◆ **Instructions for the task**
Lift every line from the entries that includes the word "Gentle".

◆ **Dataset records**
>>>>
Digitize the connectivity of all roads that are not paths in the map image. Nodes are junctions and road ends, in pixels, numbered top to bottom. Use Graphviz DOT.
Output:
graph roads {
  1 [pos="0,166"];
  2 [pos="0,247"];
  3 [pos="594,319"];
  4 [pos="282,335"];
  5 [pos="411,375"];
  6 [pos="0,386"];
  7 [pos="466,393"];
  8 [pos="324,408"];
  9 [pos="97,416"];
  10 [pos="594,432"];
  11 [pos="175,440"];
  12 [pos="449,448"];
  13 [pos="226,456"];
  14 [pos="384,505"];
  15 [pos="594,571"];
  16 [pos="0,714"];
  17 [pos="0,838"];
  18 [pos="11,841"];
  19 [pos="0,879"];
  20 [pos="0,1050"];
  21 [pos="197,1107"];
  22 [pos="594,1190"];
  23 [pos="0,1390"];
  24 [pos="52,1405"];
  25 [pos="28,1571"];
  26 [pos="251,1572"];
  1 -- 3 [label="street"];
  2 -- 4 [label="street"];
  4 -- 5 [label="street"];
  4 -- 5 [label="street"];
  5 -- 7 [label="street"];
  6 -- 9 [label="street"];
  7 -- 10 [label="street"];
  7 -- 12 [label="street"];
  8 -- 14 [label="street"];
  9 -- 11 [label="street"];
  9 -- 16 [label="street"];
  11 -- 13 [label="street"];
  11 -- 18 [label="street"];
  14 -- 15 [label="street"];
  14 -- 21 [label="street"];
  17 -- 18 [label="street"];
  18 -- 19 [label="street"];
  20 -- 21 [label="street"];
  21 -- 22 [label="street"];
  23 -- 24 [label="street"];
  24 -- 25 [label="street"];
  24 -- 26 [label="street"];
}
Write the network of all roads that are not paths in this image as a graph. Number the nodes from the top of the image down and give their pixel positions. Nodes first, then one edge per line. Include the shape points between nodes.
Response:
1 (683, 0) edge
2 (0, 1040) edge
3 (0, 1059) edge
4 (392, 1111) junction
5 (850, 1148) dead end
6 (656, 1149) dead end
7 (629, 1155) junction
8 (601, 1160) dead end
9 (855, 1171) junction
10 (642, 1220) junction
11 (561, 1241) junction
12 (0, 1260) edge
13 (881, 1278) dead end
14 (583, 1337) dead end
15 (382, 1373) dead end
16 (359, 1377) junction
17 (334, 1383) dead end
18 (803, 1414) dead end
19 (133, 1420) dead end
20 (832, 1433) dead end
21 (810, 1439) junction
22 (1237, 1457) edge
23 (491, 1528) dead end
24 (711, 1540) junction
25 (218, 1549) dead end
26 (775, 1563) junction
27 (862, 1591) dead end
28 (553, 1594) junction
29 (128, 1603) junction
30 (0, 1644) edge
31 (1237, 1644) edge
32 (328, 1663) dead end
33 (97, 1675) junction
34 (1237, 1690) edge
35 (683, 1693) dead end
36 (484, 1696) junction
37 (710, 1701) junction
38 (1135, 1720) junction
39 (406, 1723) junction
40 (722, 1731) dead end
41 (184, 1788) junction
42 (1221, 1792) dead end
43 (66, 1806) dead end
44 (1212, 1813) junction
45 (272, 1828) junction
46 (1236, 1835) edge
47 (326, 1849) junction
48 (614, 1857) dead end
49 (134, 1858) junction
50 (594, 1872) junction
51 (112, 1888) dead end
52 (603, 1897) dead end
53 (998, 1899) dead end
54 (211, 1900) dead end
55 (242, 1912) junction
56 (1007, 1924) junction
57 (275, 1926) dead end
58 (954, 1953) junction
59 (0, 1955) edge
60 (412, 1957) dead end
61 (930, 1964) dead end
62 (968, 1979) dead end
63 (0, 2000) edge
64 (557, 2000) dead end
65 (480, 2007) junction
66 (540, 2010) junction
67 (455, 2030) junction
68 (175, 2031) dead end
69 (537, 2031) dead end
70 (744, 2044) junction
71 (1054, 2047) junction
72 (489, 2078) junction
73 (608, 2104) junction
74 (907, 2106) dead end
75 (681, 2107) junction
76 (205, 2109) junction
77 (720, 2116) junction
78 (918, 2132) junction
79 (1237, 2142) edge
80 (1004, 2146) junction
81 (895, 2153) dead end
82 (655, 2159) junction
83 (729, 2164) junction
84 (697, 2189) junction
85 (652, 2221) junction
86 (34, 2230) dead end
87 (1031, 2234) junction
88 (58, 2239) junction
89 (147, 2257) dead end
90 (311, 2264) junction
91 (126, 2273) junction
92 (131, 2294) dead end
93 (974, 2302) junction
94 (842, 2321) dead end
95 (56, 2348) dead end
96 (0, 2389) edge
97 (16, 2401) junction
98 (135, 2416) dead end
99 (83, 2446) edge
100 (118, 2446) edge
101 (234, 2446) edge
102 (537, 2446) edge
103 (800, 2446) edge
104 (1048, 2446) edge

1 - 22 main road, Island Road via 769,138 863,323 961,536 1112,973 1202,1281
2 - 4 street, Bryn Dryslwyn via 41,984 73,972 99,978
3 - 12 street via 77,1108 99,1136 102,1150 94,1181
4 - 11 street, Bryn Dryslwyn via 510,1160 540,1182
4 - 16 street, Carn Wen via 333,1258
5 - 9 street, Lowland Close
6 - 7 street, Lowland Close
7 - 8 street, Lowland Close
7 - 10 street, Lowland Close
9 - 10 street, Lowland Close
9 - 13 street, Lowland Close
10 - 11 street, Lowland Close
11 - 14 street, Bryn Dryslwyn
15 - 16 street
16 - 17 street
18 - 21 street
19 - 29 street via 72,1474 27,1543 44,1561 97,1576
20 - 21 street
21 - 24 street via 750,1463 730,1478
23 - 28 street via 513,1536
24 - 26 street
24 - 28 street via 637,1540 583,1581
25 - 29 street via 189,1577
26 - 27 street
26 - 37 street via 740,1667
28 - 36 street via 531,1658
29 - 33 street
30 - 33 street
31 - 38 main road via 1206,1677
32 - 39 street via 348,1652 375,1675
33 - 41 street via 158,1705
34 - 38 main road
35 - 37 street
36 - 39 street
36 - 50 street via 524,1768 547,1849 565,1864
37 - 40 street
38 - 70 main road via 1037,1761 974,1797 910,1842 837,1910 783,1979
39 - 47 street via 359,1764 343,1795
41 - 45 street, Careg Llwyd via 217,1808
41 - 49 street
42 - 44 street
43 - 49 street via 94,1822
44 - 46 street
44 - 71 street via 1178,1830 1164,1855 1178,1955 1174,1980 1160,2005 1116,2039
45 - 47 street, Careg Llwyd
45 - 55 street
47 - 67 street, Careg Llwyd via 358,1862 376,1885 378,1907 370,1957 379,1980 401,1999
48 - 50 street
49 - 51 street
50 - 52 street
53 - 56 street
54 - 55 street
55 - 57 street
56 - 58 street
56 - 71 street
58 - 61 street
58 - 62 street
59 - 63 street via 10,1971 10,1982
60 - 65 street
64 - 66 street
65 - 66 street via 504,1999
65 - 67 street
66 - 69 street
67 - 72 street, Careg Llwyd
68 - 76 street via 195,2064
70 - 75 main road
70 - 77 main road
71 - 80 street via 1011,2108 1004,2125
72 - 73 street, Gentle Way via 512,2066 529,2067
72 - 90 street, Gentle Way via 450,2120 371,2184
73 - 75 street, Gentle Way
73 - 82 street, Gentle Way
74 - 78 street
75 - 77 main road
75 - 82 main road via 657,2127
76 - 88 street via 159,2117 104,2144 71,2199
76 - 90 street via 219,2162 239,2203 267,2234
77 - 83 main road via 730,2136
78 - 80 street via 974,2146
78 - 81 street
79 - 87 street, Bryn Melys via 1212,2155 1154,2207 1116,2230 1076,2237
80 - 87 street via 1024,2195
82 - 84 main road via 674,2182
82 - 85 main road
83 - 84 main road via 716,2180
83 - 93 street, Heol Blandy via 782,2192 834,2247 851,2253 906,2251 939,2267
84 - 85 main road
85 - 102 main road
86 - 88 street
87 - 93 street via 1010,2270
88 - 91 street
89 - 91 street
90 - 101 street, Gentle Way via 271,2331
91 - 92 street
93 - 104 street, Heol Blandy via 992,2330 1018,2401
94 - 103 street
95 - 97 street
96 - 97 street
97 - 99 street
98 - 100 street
<<<<
◆ **Exercise solution**
72 - 73 street, Gentle Way via 512,2066 529,2067
72 - 90 street, Gentle Way via 450,2120 371,2184
73 - 75 street, Gentle Way
73 - 82 street, Gentle Way
90 - 101 street, Gentle Way via 271,2331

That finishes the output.